TASK TO COMPLETE: Below is a listing; copy all of it exactly.

STUDY MATERIAL:
____________

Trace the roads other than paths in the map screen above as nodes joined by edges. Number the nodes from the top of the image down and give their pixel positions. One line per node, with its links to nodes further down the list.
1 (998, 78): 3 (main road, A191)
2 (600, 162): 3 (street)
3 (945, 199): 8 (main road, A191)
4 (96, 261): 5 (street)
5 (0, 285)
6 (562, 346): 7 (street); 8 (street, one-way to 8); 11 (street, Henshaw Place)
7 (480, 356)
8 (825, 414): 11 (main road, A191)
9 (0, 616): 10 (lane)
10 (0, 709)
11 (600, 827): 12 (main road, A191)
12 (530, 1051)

____________

WRITTEN RESPONSE:
Trace the roads other than paths in the map screen above as nodes joined by edges. Number the nodes from the top of the image down and give their pixel positions. One line per node, with its links to nodes further down the list.
1 (998, 78): 3 (main road, A191)
2 (600, 162): 3 (street)
3 (945, 199): 8 (main road, A191)
4 (96, 261): 5 (street)
5 (0, 285)
6 (562, 346): 7 (street); 8 (street, one-way to 8); 11 (street, Henshaw Place)
7 (480, 356)
8 (825, 414): 11 (main road, A191)
9 (0, 616): 10 (lane)
10 (0, 709)
11 (600, 827): 12 (main road, A191)
12 (530, 1051)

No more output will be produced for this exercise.